##### Entries shown

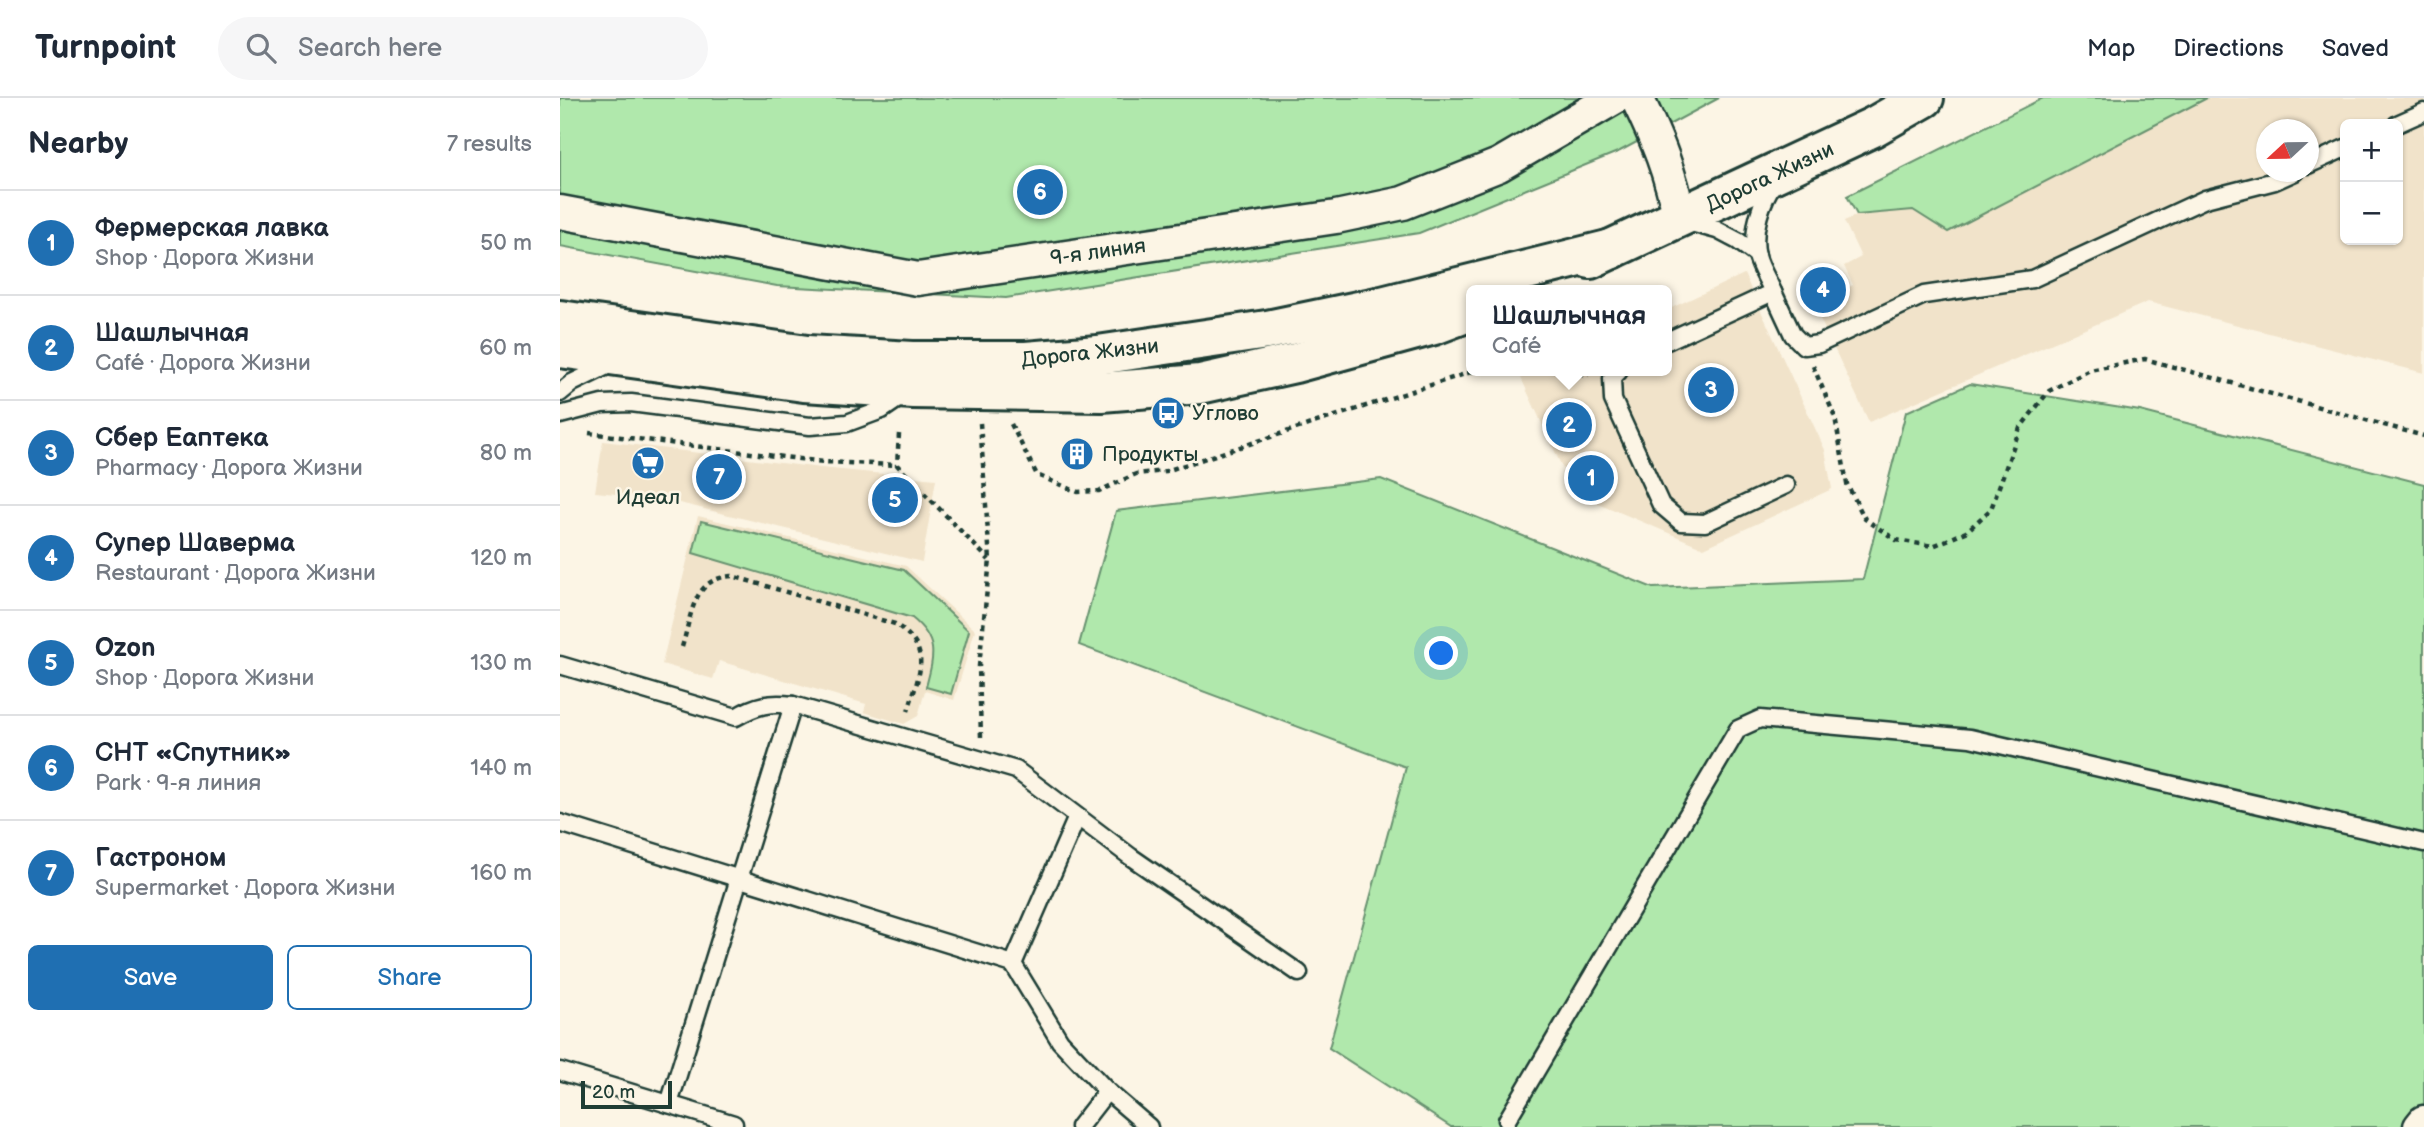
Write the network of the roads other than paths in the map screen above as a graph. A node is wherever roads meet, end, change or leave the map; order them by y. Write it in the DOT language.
graph roads {
  1 [pos="1614,98"];
  2 [pos="1637,98"];
  3 [pos="1924,98"];
  4 [pos="2424,112"];
  5 [pos="2403,121"];
  6 [pos="2340,150"];
  7 [pos="2319,160"];
  8 [pos="1783,171"];
  9 [pos="2271,182"];
  10 [pos="560,212"];
  11 [pos="1680,219"];
  12 [pos="1612,249"];
  13 [pos="1757,255"];
  14 [pos="1466,285"];
  15 [pos="1467,285"];
  16 [pos="1532,285"];
  17 [pos="1773,292"];
  18 [pos="1466,313"];
  19 [pos="560,320"];
  20 [pos="1672,339"];
  21 [pos="560,348"];
  22 [pos="628,358"];
  23 [pos="1616,376"];
  24 [pos="913,389"];
  25 [pos="560,393"];
  26 [pos="560,415"];
  27 [pos="1786,485"];
  28 [pos="560,665"];
  29 [pos="793,705"];
  30 [pos="1077,817"];
  31 [pos="560,823"];
  32 [pos="2424,843"];
  33 [pos="739,879"];
  34 [pos="1013,964"];
  35 [pos="1299,973"];
  36 [pos="560,1071"];
  37 [pos="1107,1091"];
  38 [pos="669,1104"];
  39 [pos="1507,1120"];
  40 [pos="2424,1122"];
  41 [pos="734,1124"];
  42 [pos="1079,1127"];
  43 [pos="1149,1127"];
  44 [pos="2420,1127"];
  1 -- 10 [label="street, 9-я линия"];
  2 -- 11 [label="street"];
  3 -- 8 [label="main road, Дорога Жизни"];
  4 -- 5 [label="lane"];
  6 -- 7 [label="lane"];
  8 -- 11 [label="main road, Дорога Жизни"];
  8 -- 13 [label="lane"];
  9 -- 17 [label="lane"];
  11 -- 12 [label="main road, Дорога Жизни"];
  11 -- 13 [label="lane"];
  12 -- 15 [label="main road, Дорога Жизни"];
  12 -- 16 [label="main road, Дорога Жизни"];
  13 -- 17 [label="lane"];
  14 -- 19 [label="main road, Дорога Жизни"];
  17 -- 20 [label="lane"];
  18 -- 24 [label="main road, Дорога Жизни"];
  21 -- 22 [label="main road, Дорога Жизни"];
  22 -- 24 [label="main road, Дорога Жизни"];
  22 -- 25 [label="lane"];
  23 -- 27 [label="lane"];
  24 -- 26 [label="lane"];
  28 -- 29 [label="lane"];
  29 -- 30 [label="lane"];
  29 -- 33 [label="lane"];
  30 -- 34 [label="lane"];
  30 -- 35 [label="lane"];
  31 -- 33 [label="lane"];
  32 -- 39 [label="lane"];
  33 -- 34 [label="lane"];
  33 -- 38 [label="lane"];
  34 -- 37 [label="lane"];
  36 -- 38 [label="lane"];
  37 -- 42 [label="lane"];
  37 -- 43 [label="lane"];
  38 -- 41 [label="lane"];
  40 -- 44 [label="street"];
}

##########

Task to complete
Please copy out each line in the entries that mentions the string "Жизни".

Response for this exercise
  3 -- 8 [label="main road, Дорога Жизни"];
  8 -- 11 [label="main road, Дорога Жизни"];
  11 -- 12 [label="main road, Дорога Жизни"];
  12 -- 15 [label="main road, Дорога Жизни"];
  12 -- 16 [label="main road, Дорога Жизни"];
  14 -- 19 [label="main road, Дорога Жизни"];
  18 -- 24 [label="main road, Дорога Жизни"];
  21 -- 22 [label="main road, Дорога Жизни"];
  22 -- 24 [label="main road, Дорога Жизни"];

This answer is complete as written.